Las primeras lecciones de Junio

Jun. 02. 2020

Por: Victor R. Hernandez

Al comenzar el mes de junio, hay dos hechos que por su trascedencia, desde estas primeras horas del sexto mes del año, podrían acompañar a la sociedad y a la clase política, hasta las elecciones del año entrante:
1.- Comunicacion y transparencia
El escándalo por la forma en que se entregaron algunos créditos a funcionarios que tienen empresas, así como el haber autorizado ese mismo beneficio a dirigentes de organismos empresariales, tiene que ver, primero, con la enorme influencia que hoy tienen las benditas redes sociales en la sociedad (que le permiten una comunicación casi en tiempo real y en forma horizontal). Hoy gobernar solo para los medios comerciales, apoyados en la tesis incompleta de que las redes sociales carecen de seriedad y credibilidad, es un grave error que ya vemos como se paga.
Hoy, las decisiones gubernamentales, en cualquier nivel de la administración publica, exige primero, conducirse con transparencia, que es el freno que permite donar a los desbocados potros del tráfico de influencias, manejo discrecional de recursos o el robo de dinero público.
Cuando se gobierna de cara a la sociedad, lo primero que se tiene que garantizar son las acciones con transparencia.
Pero, entonces qué pasó con Ramón Davila? A caso no fue transparente cuando le entregó a los representantes populares la lista de quienes estaban recibiendo los créditos bancarios, gestionados por el Consejo del Fondo Durango, integrado por empresarios y funcionarios públicos? A caso los diputados locales, representantes del pueblo, no se enteraron de esto de boca del funcionario estatal, hoy separado de su cargo?
Hay quienes argumentan que ese, precisamente fue su error, le entregó la información a la jaula de los lobos.
Bueno, pues ese es el riesgo de la transparencia.
Pero, por qué no subir a las redes sociales los criterios con que se entregan estos créditos bancarios, los requisitos y los nombres de los acreditados, que no son 15, sino más de 255? Porque se sigue desdeñando a las benditas redes sociales.
No se entiende que el tomar a las redes sociales tambien es un acto de enorme transparencia, y tambien son un instrumento efectivo de comunicación.
Hoy vemos las consecuencias de esta deficiencia.
2.- Administración de los tiempos y del poder
La bancada del PAN dio a conocer en rueda de prensa la jugarreta que les aplicó el pasado fin de semana, la alianza de legisladores locales de Morena y el Partido del Trabajo.
Resulta que en agosto de 2018, panistas priistas y morenistas acordaron alternarse cada una de estas representaciones partidistas en el congreso local, la Junta de Coordinación Politica. el único requisito que pudieron fue los grupos parlamentarios tuvieran cuando menos 5 integrantes. Para cumplir con este requisito, los panistas tuvieron que contratar a un legislador perredista.
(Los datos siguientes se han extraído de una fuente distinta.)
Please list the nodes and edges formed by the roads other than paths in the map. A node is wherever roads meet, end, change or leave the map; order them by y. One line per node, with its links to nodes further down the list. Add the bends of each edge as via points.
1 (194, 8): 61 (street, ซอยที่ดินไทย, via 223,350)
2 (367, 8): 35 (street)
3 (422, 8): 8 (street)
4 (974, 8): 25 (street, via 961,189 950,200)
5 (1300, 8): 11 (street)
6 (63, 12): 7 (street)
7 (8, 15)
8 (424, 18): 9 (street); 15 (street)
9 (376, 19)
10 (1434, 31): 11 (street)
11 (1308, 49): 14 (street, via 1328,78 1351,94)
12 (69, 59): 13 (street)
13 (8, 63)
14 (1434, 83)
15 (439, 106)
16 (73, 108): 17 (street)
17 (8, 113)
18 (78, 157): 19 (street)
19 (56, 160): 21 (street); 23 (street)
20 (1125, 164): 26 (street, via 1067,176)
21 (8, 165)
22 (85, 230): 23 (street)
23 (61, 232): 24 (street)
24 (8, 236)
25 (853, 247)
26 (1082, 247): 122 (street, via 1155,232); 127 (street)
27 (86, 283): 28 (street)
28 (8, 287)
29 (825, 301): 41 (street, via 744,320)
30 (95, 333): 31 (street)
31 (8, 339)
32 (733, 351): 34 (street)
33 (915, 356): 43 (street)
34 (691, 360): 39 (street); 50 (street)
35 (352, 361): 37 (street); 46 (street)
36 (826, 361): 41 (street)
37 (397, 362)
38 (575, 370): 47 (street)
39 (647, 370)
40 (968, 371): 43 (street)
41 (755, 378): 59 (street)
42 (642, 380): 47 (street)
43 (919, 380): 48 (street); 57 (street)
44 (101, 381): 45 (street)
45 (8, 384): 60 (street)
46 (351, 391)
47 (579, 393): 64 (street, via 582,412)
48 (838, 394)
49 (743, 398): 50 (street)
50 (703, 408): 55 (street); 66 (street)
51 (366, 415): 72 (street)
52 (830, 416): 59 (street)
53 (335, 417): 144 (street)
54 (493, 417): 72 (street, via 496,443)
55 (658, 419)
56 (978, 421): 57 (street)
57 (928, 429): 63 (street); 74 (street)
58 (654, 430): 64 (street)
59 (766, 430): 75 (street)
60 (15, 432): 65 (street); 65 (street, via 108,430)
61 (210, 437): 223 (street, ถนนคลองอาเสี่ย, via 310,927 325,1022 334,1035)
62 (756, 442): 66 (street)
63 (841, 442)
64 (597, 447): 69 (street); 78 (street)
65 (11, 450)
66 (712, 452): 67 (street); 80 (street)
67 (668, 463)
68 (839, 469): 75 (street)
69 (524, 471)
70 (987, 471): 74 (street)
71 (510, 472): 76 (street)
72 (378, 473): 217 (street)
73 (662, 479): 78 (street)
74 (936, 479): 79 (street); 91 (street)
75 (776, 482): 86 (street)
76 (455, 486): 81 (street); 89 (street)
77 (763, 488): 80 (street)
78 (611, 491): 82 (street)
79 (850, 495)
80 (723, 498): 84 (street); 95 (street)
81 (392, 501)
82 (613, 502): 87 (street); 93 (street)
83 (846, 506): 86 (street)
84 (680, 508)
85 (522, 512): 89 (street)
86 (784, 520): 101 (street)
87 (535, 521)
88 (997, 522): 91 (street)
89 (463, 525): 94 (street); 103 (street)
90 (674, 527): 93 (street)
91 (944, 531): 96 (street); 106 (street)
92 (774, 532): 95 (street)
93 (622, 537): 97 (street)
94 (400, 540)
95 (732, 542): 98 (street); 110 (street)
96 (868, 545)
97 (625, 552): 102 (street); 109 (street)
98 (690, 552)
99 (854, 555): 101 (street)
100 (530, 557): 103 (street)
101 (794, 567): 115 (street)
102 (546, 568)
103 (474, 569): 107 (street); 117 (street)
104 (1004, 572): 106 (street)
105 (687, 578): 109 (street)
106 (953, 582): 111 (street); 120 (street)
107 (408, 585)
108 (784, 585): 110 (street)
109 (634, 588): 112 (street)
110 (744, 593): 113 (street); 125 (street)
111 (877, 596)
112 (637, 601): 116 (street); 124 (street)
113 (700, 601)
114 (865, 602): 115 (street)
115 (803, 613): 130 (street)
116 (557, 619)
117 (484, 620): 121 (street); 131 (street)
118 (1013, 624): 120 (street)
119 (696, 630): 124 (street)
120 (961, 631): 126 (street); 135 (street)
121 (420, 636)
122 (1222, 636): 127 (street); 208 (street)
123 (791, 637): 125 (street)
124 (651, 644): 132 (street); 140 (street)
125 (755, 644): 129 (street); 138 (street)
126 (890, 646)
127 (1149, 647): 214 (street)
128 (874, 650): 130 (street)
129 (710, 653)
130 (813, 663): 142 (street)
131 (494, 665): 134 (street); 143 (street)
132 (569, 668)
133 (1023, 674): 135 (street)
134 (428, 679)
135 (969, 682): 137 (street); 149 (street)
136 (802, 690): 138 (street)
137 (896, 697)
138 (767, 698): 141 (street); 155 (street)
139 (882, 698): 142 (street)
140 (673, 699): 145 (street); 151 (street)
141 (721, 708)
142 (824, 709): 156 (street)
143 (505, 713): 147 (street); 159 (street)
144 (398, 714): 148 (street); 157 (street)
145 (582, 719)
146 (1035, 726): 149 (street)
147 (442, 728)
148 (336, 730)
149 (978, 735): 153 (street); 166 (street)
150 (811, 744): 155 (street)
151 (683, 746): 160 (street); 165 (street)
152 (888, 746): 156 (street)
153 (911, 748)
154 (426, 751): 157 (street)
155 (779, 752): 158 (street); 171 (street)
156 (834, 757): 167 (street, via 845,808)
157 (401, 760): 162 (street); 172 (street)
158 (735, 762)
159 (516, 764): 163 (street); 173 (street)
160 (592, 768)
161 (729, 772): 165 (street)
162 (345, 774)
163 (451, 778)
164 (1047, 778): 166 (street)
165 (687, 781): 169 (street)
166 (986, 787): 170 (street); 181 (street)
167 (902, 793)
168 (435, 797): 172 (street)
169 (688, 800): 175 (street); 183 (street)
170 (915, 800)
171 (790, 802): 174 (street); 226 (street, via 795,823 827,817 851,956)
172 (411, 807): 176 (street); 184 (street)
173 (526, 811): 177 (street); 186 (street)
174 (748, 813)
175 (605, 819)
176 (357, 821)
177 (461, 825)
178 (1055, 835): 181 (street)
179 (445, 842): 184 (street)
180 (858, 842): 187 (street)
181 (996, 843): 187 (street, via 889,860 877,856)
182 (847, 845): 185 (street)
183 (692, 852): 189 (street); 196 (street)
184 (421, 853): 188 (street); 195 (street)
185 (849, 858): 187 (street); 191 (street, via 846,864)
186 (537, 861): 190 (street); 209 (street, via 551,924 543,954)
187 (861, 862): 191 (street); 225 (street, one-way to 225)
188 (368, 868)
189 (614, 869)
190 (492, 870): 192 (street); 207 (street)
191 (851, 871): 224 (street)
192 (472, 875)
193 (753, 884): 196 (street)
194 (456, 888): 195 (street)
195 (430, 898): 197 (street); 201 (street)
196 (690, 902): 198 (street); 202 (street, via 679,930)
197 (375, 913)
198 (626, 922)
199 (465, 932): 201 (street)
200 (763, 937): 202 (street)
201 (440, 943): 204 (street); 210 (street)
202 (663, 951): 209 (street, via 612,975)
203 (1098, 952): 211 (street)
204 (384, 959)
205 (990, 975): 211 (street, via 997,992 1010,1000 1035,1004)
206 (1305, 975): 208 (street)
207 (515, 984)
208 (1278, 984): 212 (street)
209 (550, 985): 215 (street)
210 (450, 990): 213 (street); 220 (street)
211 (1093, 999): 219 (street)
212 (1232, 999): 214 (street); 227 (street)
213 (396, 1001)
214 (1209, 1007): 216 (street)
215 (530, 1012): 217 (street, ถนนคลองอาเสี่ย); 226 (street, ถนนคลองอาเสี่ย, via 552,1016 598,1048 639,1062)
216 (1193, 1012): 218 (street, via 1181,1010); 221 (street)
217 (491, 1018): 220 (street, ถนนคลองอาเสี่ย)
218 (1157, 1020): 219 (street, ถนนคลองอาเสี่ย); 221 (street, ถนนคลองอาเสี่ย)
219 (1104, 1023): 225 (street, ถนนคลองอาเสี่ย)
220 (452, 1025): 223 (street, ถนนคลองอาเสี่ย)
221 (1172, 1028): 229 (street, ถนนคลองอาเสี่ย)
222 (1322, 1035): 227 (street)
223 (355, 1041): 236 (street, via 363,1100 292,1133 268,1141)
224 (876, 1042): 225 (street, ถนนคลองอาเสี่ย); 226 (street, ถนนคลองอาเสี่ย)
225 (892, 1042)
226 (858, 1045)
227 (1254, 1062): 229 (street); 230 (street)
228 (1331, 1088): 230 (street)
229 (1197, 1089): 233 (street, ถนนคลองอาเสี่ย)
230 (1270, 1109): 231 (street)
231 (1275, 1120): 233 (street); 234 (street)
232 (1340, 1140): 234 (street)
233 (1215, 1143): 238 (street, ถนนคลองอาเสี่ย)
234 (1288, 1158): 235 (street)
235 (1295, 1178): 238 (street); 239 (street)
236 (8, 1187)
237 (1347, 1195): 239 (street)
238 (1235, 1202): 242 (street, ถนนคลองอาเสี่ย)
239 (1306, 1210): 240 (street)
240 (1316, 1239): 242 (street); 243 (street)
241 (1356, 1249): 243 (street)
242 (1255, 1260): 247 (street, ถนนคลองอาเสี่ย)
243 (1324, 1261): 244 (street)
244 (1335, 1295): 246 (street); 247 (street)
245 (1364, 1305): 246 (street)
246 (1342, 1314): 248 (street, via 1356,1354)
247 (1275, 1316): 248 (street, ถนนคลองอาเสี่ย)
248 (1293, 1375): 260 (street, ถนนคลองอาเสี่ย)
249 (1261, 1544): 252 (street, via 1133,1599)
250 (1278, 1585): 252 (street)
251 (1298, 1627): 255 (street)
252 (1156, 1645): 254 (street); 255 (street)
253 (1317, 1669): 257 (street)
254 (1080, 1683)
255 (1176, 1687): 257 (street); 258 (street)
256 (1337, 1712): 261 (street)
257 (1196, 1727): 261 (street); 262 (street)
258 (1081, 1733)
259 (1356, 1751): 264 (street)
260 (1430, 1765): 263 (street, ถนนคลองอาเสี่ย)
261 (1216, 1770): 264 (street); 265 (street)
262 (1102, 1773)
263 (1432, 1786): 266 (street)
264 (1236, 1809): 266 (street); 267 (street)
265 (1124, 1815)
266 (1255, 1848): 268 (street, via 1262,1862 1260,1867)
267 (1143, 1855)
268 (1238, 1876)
Todo marcha muy bien. Primero fue, por Morena, Sandra Amaya. Luego, dentro del mismo periodo, el diputado Pablo Aguilar. El segundo año lo administra hasta agosto próximo, el PRI, en la persona de Esteban Villegas.
Pues resulta que la semana pasada, morenistas y petistas se acuerdan que pueden convertirse en mayoría legislativa (14 diputados, de los cuales 10 son de Morena) y con ello, hacerse de nueva cuenta del control de la Junta de Coordinación Politica que dejara en agosto el PRI.
Ahora los panistas, y con toda razón, se quejan de la falta de palabra y de lo fácil que es para los de la izquierda, romper los acuerdos.
Lo que no asocian los panistas es que Morena y PT toman decisiones, partiendo de la nueva realidad (que desde hace mucho es lo normal) en que viven.
Y lo que hoy observan es a un grupo de gobernadores aglutinados en contra de las decisiones del presidente López Obrador, y entre los que se encuentra el mandatario estatal José Aispuro Torres. En base a esta realidad es que morenistas y petistas deciden reagruparse para hacer frente a una difícil realidad que enfrenta su mesías tabasqueño, y comenzar a cobrar facturas. Es la administración del Poder, pues.